There’s no end in sight for the selling and the share price is falling, today has also been a heavy down day with high trading volume, I wouldn’t be surprised if it’s the same seller:
Tekova Expands Nicely
Tekova built a hall in Kerava. Visible only to subscribers.
A sports hall with exceptionally comprehensive opportunities for practicing various sports will open in the Helsinki metropolitan area at the turn of the year.
The Kerava-Sipoo sports hall, also known as Energia-areena, will open on January 2nd in Keinukallio, Kerava.
According to Project Manager Erkki Enström, it is possible to practice at least nine sports in the hall: athletics, football, gymnastics, cheerleading, floorball, badminton, American football, Finnish baseball, and cricket.
Enström also notes with a twinkle in his eye that the project has been rare in that it was completed ahead of schedule and within budget.
Construction | A unique sports hall rose in Kerava, raising concerns in the neighboring municipality
Greetings to the thread!
I’ve been looking into Tekova as an investment for a few days now, and the company seems quite attractively priced, with performance remaining strong even in a difficult market. While browsing the Q3 interim report, I noticed the following passage regarding the authorization granted at the Annual General Meeting on April 9, 2025: “The shareholders of Tekova Plc authorized the Board of Directors to decide on a share issue and on the granting of special rights entitling to shares as referred to in Chapter 10, Section 1 of the Limited Liability Companies Act. The total number of shares to be issued under the authorization may be a maximum of 8,735,938 shares.” If this were to be implemented in full, it would result in approximately 20% dilution for current shareholders. In addition, the Board was authorized to decide on a share buyback program for a maximum of 4,367,969 shares. A quote from the report: “Under the authorization, the maximum number of treasury shares to be acquired is 4,367,969 shares.”

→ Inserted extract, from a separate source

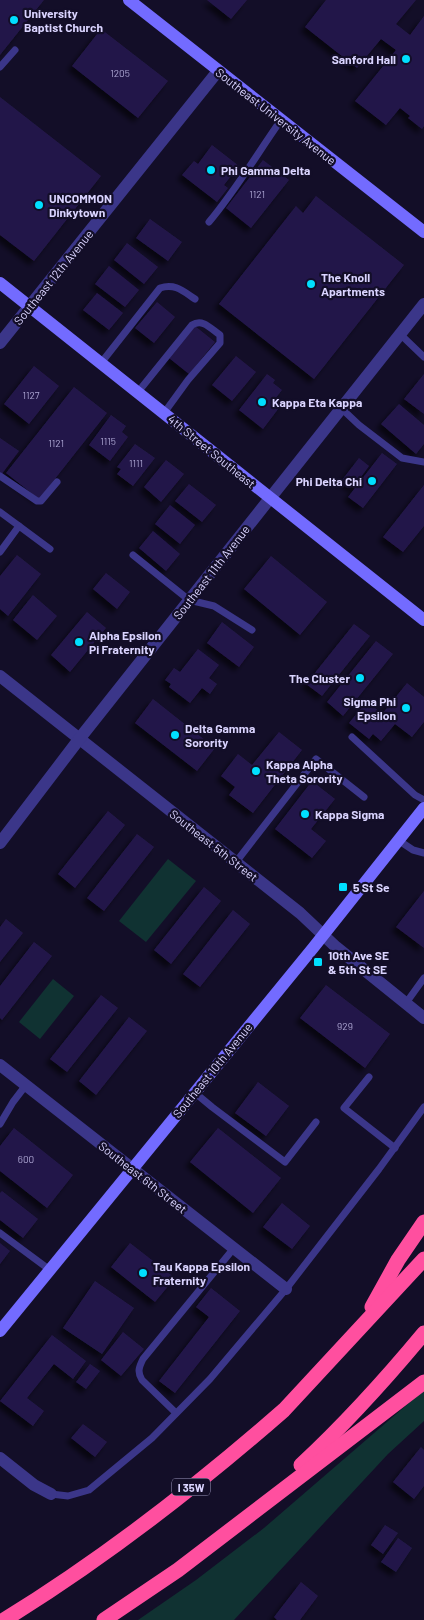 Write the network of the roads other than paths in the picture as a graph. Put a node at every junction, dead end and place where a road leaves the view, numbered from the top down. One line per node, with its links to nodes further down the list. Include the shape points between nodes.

This raises the question: what are these authorizations intended for? The company’s balance sheet appears to be in good shape, so there doesn’t seem to be an acute need for extra capital. Is there a risk here that the share buybacks will go toward management compensation and that a directed issue is coming, where management scoops up shares at a discount into their own pockets? These authorizations are, of course, standard practice for small-cap companies and are usually made just in case to provide flexibility when needed, and they don’t necessarily have to be exercised. In this case, however, the relative number of shares seems exceptionally high. One possible scenario would be a change in the ownership structure, where the company seeks to broaden the shareholder base by conducting a directed issue to institutions; for example, I believe Verve carried out a similar issue last spring. Does anyone else have thoughts on this?
Similar authorizations are granted at the general meetings of almost all companies. These shouldn’t be given much weight.

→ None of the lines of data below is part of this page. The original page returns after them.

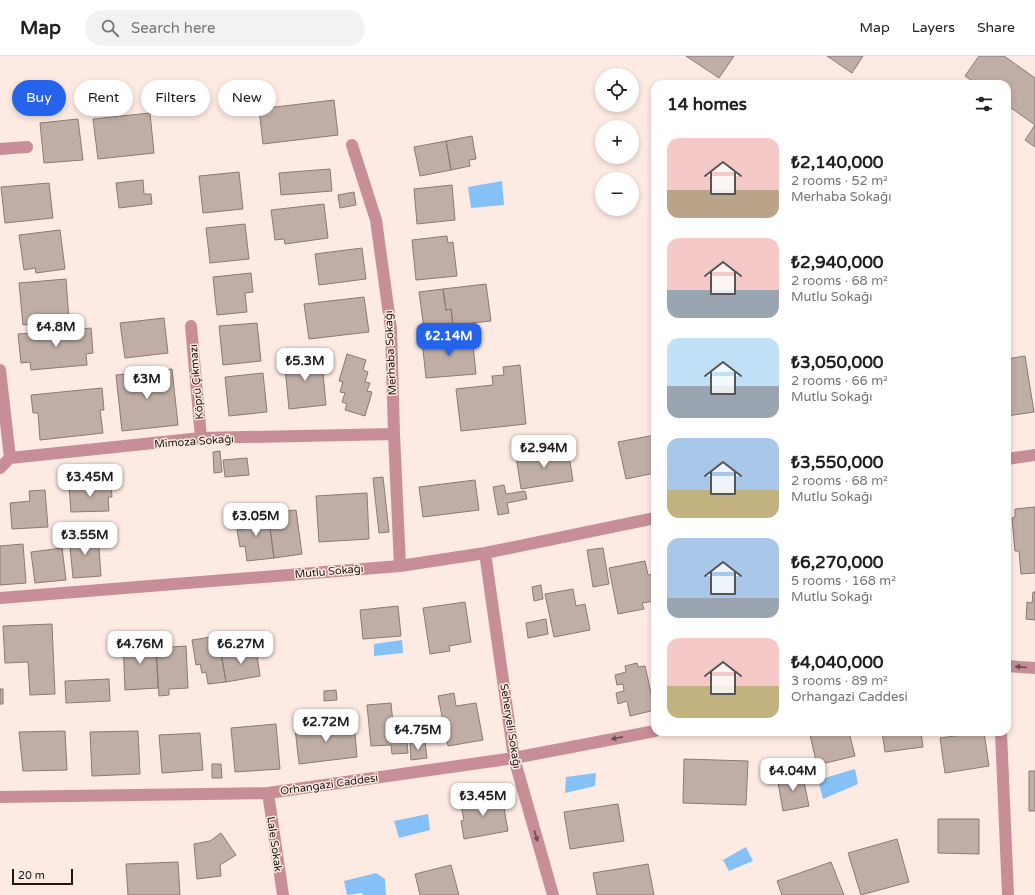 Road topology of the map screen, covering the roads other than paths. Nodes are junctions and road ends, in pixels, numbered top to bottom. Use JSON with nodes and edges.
{"nodes":[{"id":1,"x":352,"y":146,"type":"dead end"},
{"id":2,"x":27,"y":147,"type":"dead end"},
{"id":3,"x":0,"y":149,"type":"edge"},
{"id":4,"x":191,"y":326,"type":"dead end"},
{"id":5,"x":0,"y":370,"type":"edge"},
{"id":6,"x":394,"y":434,"type":"junction"},
{"id":7,"x":200,"y":438,"type":"junction"},
{"id":8,"x":1035,"y":455,"type":"edge"},
{"id":9,"x":10,"y":458,"type":"junction"},
{"id":10,"x":1011,"y":458,"type":"edge"},
{"id":11,"x":0,"y":468,"type":"edge"},
{"id":12,"x":651,"y":519,"type":"edge"},
{"id":13,"x":485,"y":553,"type":"junction"},
{"id":14,"x":400,"y":566,"type":"junction"},
{"id":15,"x":0,"y":598,"type":"edge"},
{"id":16,"x":1011,"y":666,"type":"edge"},
{"id":17,"x":1035,"y":668,"type":"edge"},
{"id":18,"x":651,"y":732,"type":"edge"},
{"id":19,"x":1001,"y":736,"type":"edge"},
{"id":20,"x":514,"y":758,"type":"junction"},
{"id":21,"x":268,"y":793,"type":"junction"},
{"id":22,"x":0,"y":796,"type":"edge"},
{"id":23,"x":282,"y":895,"type":"edge"},
{"id":24,"x":553,"y":895,"type":"edge"},
{"id":25,"x":1008,"y":895,"type":"edge"}],
"edges":[{"from":1,"to":6,"type":"street","name":"Merhaba Sokağı"},
{"from":2,"to":3,"type":"street"},
{"from":4,"to":7,"type":"street","name":"Köprü Çıkmazı"},
{"from":5,"to":9,"type":"street"},
{"from":6,"to":7,"type":"street","name":"Mimoza Sokağı"},
{"from":6,"to":14,"type":"street","name":"Merhaba Sokağı"},
{"from":7,"to":9,"type":"street","name":"Mimoza Sokağı"},
{"from":8,"to":10,"type":"street"},
{"from":9,"to":11,"type":"street"},
{"from":12,"to":13,"type":"street","name":"Mutlu Sokağı"},
{"from":13,"to":14,"type":"street","name":"Mutlu Sokağı"},
{"from":13,"to":20,"type":"street","name":"Seheryeli Sokağı"},
{"from":14,"to":15,"type":"street","name":"Mutlu Sokağı"},
{"from":17,"to":16,"type":"street","one_way":true},
{"from":18,"to":20,"type":"street","name":"Orhangazi Caddesi","one_way":true},
{"from":19,"to":25,"type":"street"},
{"from":20,"to":21,"type":"street","name":"Orhangazi Caddesi"},
{"from":20,"to":24,"type":"street","name":"Seheryeli Sokağı","one_way":true},
{"from":21,"to":22,"type":"street","name":"Orhangazi Caddesi"},
{"from":21,"to":23,"type":"street","name":"Lale Sokak"}]}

This level is not enough. They fell €6.2M short of (my) 25 million expectation. This likely falls under natural variation, as the average project size is quite large.
Here are Atte’s comments on Tekova’s Q4 order intake. ![]()
Tekova announced on Monday that it had signed four new contract agreements during Q4/2025, with a total value of approximately 18.8 MEUR. We forecast an order intake of approximately 17 MEUR for the quarter, so the actual figure was roughly in line with our expectations. The new orders support our forecasts for next year, and the news does not create pressure for changes to our forecasts.
Tekova has been quite reasonably successful in increasing the number of shareholders. When Tekova technically listed, there were 181 shareholders, and now in December, there were 2,033. This is quite good, given that the growth of the shareholder base has occurred solely through increasing revenue and earnings without any efforts related to share issues. In other words, the technical listing was cost-effective since they didn’t have to pay substantial consultant or other fees to listing agents. This describes the company well: they produce results and don’t waste money on extras. Indeed, profit also brings in more shareholders. Overall, this reflects Tekova’s very disciplined performance culture. They only undertake projects that fall within their own strong core competencies. Every project must be certainly profitable; others are turned down. Growth is not the goal, but a consequence, provided they are certain that a project fits their specific model. One would think many other companies would adopt this kind of mindset as their goal. Not unrestrained growth, but profitable growth.
Tekova news in Kauppalehti
Additionally, Evli also initiates coverage:
“Evli initiates coverage of Tekova with a buy recommendation and a target price of EUR 1.7”
Here is a link to Evli’s company report (at the end of the summary, there is a link to a comprehensive report-style PDF).
(It was news to me that Evli’s analyses are freely available to read.)
Edit: One pick regarding dividend speculation…
Evli apparently does not expect a major change in the payout ratio:
For 2024, a dividend of EUR 0.04 was paid, representing 35% of net profit. Given the capital requirement for project development, we expect no major increase in the company’s dividend payout ratio.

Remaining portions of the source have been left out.